══ RECORD EXCERPTS ══

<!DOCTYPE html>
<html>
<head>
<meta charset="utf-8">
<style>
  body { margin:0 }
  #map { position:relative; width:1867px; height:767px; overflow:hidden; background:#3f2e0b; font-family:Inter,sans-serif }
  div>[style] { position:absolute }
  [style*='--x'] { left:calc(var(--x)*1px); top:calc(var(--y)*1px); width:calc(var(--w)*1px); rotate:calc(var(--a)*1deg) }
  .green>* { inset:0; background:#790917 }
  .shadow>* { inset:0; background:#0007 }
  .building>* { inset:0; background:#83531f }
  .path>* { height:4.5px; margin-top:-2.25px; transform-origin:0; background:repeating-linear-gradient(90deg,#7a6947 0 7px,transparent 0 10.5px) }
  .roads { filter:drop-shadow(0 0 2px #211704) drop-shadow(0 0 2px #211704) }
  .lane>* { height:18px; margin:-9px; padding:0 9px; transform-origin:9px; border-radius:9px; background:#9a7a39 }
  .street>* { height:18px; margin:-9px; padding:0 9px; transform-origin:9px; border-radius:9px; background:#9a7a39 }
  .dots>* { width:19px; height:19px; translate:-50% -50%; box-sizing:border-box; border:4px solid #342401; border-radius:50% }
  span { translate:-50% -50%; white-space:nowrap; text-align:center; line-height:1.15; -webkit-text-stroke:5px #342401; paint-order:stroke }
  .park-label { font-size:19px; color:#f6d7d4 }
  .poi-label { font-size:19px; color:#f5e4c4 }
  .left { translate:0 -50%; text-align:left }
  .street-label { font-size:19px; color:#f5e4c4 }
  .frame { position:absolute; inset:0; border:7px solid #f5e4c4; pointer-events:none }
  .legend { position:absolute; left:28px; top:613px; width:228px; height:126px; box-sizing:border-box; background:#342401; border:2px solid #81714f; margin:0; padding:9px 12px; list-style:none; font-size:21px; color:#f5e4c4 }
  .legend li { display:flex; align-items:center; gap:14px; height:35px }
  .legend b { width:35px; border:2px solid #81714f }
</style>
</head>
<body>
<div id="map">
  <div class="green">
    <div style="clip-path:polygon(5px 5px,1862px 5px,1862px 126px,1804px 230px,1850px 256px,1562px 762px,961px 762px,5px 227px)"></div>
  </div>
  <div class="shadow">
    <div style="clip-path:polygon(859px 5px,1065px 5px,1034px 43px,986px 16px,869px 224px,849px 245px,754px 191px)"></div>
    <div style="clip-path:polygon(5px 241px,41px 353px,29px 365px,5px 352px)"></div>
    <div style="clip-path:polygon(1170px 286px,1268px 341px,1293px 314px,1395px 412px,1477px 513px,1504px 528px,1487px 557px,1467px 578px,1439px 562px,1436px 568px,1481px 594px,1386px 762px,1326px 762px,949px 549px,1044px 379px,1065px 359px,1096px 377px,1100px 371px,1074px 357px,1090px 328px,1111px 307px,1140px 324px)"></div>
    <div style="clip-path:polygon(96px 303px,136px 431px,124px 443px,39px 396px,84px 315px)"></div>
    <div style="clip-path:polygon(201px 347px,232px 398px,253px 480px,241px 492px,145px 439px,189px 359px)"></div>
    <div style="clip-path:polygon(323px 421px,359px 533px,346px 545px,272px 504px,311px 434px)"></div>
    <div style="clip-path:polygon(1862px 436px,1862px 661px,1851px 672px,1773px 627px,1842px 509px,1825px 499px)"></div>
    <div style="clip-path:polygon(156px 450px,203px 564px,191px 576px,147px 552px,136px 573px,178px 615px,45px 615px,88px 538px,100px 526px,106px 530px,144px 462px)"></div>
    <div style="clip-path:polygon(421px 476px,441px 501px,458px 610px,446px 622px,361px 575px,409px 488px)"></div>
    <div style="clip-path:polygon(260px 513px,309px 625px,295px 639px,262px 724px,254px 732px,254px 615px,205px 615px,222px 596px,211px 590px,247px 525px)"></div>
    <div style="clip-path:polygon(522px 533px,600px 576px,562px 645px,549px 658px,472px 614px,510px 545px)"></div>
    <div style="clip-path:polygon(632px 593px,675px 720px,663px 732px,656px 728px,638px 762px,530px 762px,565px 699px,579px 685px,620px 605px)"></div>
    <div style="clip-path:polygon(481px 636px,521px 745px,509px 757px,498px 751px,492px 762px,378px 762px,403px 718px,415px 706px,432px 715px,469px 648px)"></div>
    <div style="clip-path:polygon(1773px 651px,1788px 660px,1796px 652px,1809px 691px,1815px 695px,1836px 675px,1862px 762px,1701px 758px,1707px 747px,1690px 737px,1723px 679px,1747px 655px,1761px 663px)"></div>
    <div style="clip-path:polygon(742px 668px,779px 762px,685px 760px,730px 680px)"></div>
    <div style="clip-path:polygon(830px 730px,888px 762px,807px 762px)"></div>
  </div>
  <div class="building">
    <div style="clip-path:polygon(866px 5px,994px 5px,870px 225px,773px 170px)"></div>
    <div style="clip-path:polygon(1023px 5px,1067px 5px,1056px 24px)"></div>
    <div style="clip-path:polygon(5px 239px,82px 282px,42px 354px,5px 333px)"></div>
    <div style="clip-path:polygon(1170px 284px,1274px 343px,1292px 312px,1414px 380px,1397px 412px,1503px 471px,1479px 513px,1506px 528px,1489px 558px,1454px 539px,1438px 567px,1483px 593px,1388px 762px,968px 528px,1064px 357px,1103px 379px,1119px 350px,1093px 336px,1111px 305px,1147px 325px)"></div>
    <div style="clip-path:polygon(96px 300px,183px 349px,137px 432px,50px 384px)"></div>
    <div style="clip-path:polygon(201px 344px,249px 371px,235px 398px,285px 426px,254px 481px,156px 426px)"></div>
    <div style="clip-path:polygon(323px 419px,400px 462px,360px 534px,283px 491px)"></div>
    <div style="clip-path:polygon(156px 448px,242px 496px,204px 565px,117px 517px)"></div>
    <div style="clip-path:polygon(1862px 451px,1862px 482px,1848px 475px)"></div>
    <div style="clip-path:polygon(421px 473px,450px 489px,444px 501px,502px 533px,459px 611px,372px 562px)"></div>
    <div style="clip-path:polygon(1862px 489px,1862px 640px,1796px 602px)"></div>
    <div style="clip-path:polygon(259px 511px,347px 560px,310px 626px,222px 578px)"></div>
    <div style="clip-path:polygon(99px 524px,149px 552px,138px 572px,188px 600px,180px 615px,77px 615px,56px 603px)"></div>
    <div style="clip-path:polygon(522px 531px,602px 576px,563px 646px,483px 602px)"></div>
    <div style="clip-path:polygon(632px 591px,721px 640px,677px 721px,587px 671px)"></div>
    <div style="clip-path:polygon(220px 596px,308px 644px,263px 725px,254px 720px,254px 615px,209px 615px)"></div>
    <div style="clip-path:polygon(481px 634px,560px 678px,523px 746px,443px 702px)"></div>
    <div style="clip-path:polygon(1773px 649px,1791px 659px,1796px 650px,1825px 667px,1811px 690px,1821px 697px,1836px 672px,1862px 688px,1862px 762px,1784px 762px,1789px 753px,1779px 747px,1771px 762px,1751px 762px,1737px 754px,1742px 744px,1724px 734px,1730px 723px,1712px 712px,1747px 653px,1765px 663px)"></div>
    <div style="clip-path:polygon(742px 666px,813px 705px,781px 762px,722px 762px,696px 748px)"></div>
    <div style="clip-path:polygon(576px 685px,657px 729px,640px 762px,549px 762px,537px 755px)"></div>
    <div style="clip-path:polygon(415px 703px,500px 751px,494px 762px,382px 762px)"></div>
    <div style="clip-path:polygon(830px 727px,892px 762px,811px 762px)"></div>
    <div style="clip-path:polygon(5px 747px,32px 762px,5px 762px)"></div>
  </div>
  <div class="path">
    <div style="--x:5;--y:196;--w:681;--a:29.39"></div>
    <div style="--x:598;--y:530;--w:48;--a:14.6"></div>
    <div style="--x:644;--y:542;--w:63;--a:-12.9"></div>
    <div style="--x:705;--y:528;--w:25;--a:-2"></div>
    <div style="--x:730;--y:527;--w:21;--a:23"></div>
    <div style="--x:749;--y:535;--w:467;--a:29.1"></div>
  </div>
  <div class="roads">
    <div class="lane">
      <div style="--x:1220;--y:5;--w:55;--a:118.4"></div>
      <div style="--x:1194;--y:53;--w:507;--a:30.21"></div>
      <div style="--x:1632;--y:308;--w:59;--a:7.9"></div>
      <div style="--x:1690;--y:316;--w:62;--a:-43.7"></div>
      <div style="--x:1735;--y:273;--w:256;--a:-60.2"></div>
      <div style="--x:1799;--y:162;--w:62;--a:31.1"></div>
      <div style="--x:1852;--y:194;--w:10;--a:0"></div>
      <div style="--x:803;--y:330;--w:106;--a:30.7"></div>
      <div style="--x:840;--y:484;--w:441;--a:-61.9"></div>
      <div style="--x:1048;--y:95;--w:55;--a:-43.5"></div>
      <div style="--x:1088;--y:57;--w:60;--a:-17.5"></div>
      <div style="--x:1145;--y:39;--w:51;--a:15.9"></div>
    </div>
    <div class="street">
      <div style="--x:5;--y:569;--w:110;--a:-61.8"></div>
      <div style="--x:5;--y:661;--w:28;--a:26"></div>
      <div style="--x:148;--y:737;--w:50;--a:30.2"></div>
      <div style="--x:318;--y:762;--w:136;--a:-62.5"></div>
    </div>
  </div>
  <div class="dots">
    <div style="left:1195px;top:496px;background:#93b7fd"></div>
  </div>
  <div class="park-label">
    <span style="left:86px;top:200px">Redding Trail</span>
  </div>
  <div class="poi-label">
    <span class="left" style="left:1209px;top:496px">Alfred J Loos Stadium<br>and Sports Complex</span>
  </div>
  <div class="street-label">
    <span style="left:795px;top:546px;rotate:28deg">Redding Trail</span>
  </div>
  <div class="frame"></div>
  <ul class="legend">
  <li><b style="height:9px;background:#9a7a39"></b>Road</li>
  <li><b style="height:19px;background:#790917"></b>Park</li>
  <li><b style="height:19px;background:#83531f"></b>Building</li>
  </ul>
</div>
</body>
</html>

═══

WORK ITEM. Your answer should be a single number: the count of lines above with the word "shadow".

TASK ANSWER. 3